*WHAT YOU HAVE TO DO*.
Copy out all lines of the material below in which "main" occurs.

*SOURCE INFORMATION*.
=== Begin Enclosure ===

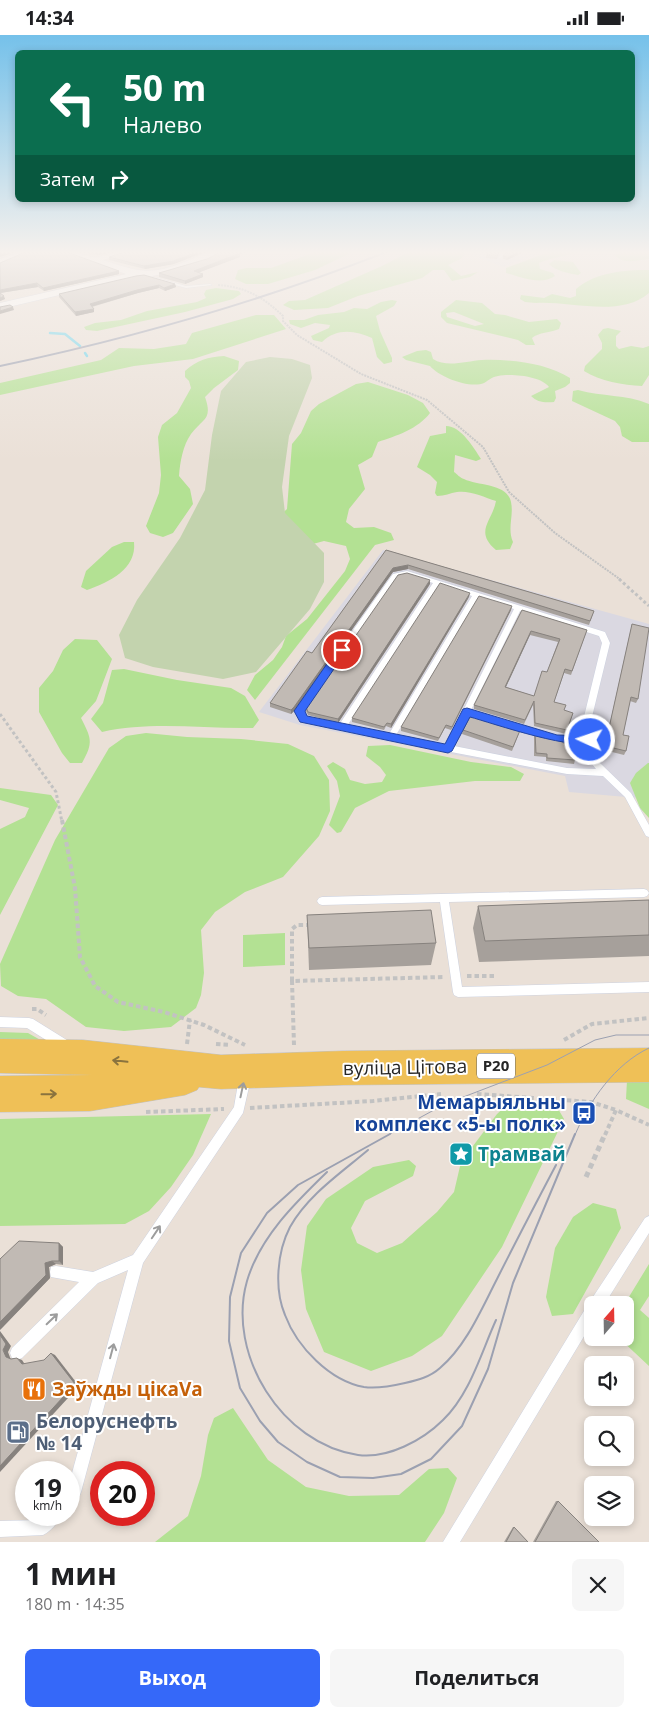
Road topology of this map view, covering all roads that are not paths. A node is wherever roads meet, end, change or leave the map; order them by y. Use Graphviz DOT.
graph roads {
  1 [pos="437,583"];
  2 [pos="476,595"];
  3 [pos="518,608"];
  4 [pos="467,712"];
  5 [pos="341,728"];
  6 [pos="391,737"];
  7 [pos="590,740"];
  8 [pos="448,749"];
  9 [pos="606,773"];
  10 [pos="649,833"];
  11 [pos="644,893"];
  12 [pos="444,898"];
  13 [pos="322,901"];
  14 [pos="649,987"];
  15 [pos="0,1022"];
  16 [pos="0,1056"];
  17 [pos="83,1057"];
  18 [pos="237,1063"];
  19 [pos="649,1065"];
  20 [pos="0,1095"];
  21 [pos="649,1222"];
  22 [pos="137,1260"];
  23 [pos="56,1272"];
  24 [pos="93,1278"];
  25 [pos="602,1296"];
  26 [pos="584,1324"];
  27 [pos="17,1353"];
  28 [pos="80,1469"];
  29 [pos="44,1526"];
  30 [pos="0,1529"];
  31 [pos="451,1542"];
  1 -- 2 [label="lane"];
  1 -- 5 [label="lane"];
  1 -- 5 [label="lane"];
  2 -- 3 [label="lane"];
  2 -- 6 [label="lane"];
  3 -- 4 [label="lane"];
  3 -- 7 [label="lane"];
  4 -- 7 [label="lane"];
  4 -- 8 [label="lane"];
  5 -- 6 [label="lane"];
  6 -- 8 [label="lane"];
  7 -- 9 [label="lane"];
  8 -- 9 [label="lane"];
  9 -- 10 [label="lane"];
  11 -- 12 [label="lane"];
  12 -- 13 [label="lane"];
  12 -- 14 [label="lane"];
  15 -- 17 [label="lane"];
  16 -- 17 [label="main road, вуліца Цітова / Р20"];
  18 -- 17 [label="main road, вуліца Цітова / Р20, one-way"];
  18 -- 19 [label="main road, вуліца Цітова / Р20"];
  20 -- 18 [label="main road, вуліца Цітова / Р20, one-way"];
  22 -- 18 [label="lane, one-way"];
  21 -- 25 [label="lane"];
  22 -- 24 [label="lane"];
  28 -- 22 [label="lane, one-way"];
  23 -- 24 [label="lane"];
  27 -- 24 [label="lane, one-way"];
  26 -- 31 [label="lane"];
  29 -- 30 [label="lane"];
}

=== End Enclosure ===
=== Begin Enclosure ===

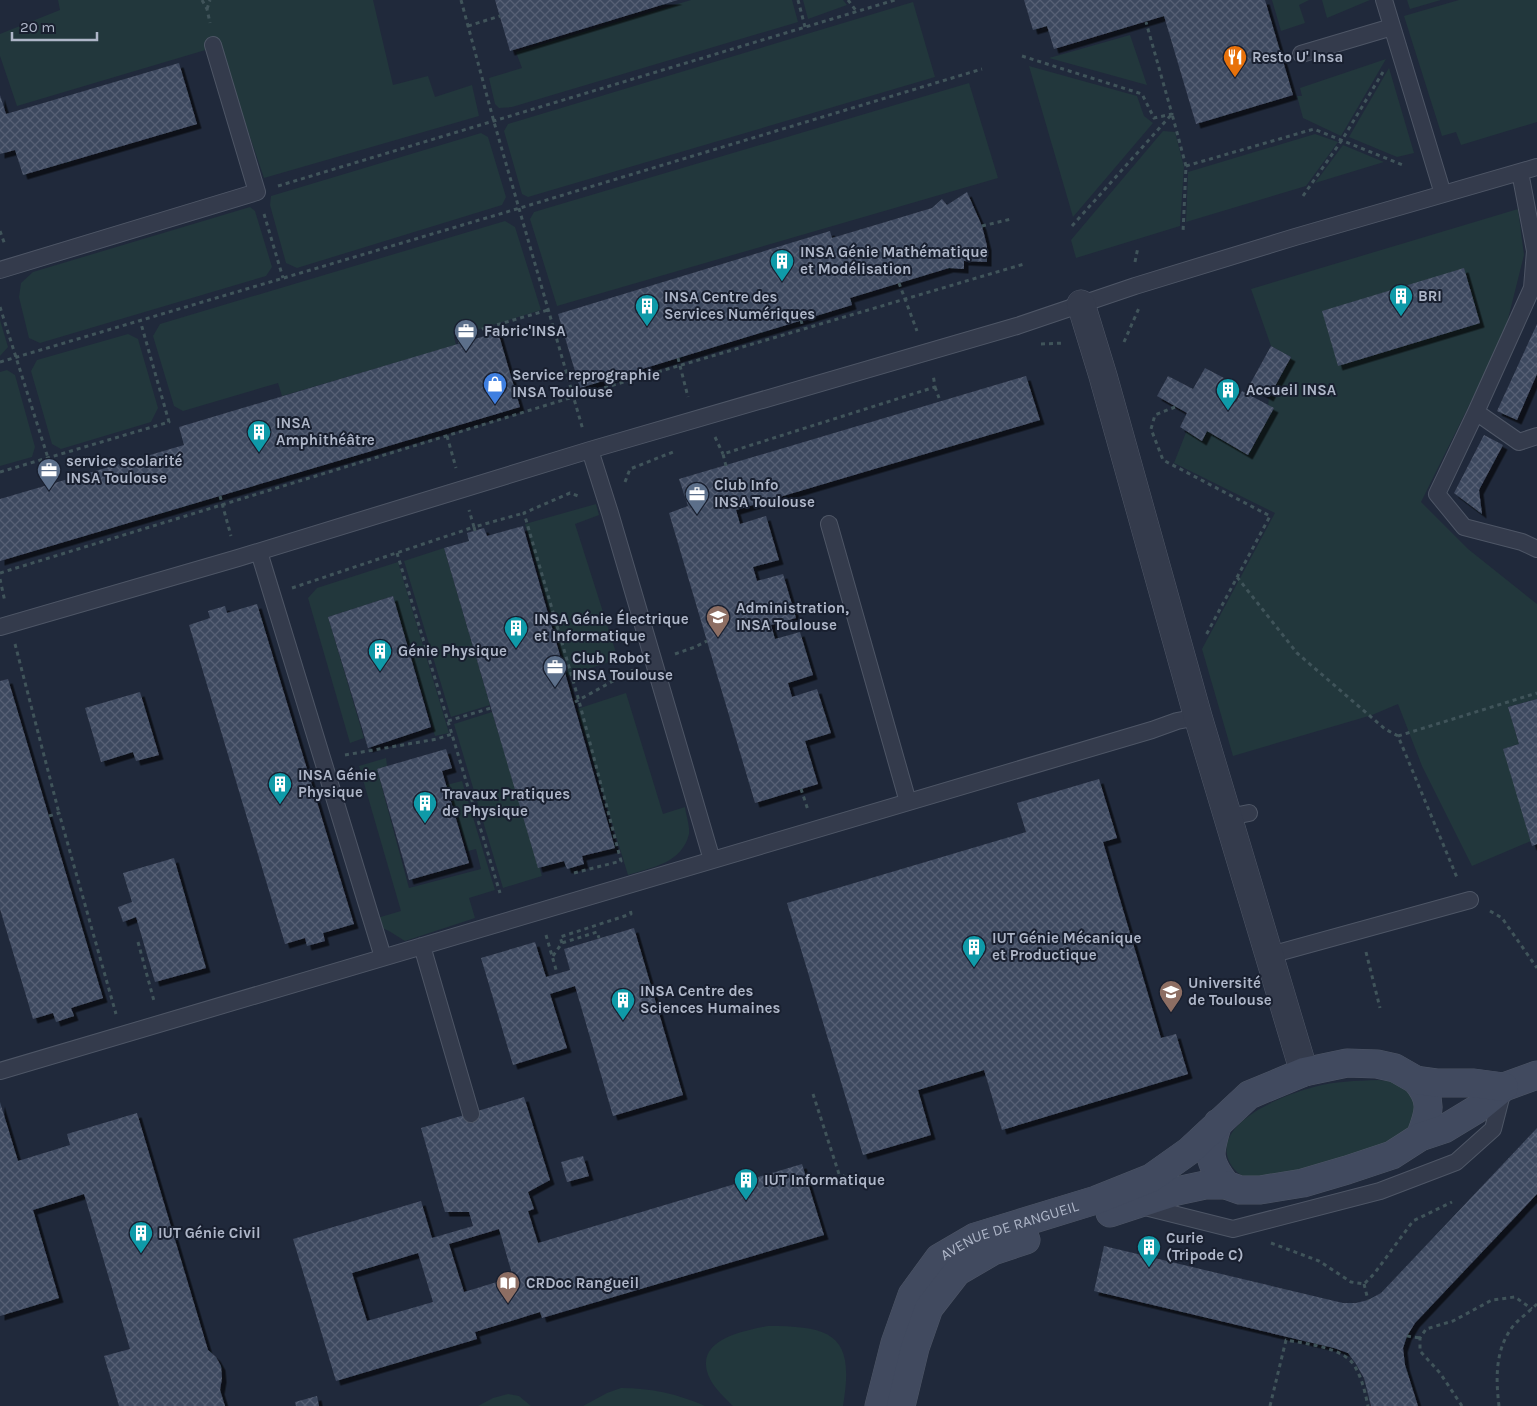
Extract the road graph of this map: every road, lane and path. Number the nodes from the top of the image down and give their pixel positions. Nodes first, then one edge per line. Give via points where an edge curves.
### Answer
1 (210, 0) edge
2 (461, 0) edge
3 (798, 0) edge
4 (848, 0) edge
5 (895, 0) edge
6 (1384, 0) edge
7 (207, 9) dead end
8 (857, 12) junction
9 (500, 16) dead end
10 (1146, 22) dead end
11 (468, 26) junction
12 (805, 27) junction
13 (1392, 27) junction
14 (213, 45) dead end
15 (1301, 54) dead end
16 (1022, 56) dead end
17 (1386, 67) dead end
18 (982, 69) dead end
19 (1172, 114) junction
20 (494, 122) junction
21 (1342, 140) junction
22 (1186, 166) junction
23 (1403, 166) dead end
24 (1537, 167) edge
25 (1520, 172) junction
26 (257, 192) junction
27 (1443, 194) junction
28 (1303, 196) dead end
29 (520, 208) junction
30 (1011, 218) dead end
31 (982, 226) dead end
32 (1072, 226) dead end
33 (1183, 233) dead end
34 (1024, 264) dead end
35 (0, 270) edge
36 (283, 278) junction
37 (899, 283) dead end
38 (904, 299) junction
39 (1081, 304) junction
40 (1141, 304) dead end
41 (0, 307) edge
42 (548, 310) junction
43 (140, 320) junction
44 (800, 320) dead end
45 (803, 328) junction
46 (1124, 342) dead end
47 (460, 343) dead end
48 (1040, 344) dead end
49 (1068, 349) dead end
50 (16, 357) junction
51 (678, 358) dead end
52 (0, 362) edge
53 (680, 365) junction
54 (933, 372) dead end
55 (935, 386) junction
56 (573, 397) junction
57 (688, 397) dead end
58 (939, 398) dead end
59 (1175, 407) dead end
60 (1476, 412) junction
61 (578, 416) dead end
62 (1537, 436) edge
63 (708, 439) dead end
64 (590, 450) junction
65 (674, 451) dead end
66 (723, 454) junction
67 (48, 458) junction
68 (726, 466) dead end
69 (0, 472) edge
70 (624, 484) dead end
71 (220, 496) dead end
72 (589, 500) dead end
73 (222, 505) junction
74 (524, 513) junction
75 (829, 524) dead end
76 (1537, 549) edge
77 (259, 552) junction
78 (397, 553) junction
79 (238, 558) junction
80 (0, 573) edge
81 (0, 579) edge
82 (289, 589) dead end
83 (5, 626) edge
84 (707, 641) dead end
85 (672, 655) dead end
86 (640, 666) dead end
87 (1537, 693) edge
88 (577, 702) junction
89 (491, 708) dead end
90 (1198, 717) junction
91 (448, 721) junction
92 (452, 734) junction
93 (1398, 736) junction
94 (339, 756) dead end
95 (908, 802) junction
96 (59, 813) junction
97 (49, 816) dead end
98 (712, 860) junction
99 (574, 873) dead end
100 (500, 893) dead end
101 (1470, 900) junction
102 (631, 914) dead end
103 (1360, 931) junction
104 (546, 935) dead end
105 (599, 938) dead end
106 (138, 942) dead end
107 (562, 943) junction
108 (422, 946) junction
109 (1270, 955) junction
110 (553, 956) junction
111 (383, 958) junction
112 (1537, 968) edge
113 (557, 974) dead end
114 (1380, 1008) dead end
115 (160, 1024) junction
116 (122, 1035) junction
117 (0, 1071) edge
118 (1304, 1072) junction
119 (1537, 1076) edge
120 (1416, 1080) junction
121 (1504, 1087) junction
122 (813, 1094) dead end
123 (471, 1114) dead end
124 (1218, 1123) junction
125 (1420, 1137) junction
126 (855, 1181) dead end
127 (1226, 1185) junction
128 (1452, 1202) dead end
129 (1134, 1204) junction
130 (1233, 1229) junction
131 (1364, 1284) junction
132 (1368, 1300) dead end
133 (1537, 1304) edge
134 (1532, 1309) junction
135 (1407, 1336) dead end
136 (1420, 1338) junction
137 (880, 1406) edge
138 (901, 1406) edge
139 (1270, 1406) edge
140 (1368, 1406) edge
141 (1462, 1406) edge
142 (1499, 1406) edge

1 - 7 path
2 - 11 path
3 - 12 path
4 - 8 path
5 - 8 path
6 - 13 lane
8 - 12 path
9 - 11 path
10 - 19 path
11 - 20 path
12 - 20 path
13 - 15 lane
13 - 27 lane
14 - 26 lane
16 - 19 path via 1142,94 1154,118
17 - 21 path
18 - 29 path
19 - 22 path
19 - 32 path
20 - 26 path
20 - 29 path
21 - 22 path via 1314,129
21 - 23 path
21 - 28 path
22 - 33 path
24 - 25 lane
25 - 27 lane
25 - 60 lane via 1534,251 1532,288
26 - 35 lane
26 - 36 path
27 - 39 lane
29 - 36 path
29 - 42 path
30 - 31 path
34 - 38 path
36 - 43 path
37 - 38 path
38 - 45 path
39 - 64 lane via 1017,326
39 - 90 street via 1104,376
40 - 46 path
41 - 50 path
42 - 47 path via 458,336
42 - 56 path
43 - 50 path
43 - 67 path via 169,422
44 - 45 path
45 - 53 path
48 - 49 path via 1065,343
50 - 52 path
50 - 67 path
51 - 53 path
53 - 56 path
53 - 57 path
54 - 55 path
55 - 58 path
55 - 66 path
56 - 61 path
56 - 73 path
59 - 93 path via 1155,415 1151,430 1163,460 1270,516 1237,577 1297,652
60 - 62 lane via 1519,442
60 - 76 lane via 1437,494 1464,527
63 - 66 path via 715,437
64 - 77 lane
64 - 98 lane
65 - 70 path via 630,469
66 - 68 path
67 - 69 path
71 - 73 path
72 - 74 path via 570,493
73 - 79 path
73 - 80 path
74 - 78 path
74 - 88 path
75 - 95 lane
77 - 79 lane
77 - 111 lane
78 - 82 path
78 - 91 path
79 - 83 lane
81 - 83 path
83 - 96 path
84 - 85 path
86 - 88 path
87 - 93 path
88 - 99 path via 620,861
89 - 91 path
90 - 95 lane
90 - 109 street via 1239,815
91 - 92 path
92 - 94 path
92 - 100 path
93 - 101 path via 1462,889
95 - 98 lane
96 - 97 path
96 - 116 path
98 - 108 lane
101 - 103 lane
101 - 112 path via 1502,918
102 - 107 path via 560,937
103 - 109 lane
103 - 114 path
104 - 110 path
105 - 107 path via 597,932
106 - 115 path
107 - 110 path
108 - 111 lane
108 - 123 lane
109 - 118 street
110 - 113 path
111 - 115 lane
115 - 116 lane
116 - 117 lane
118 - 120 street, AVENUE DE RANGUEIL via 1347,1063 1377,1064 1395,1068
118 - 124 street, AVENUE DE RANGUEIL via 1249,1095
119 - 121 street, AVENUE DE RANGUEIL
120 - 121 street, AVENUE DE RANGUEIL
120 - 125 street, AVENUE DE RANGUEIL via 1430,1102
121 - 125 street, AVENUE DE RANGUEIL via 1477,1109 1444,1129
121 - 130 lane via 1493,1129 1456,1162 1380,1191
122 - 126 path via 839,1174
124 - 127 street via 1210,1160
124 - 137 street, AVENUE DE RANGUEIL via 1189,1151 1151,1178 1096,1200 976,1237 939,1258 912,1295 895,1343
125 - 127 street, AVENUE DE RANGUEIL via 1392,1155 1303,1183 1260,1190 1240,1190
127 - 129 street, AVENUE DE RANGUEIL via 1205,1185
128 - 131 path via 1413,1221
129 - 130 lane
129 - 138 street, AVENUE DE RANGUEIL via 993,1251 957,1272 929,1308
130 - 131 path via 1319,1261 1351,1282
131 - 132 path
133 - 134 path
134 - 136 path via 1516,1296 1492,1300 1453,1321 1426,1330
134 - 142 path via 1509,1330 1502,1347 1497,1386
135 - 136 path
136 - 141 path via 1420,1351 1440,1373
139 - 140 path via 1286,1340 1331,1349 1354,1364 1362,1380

=== End Enclosure ===

*PROBLEM SOLUTION*.
  16 -- 17 [label="main road, вуліца Цітова / Р20"];
  18 -- 17 [label="main road, вуліца Цітова / Р20, one-way"];
  18 -- 19 [label="main road, вуліца Цітова / Р20"];
  20 -- 18 [label="main road, вуліца Цітова / Р20, one-way"];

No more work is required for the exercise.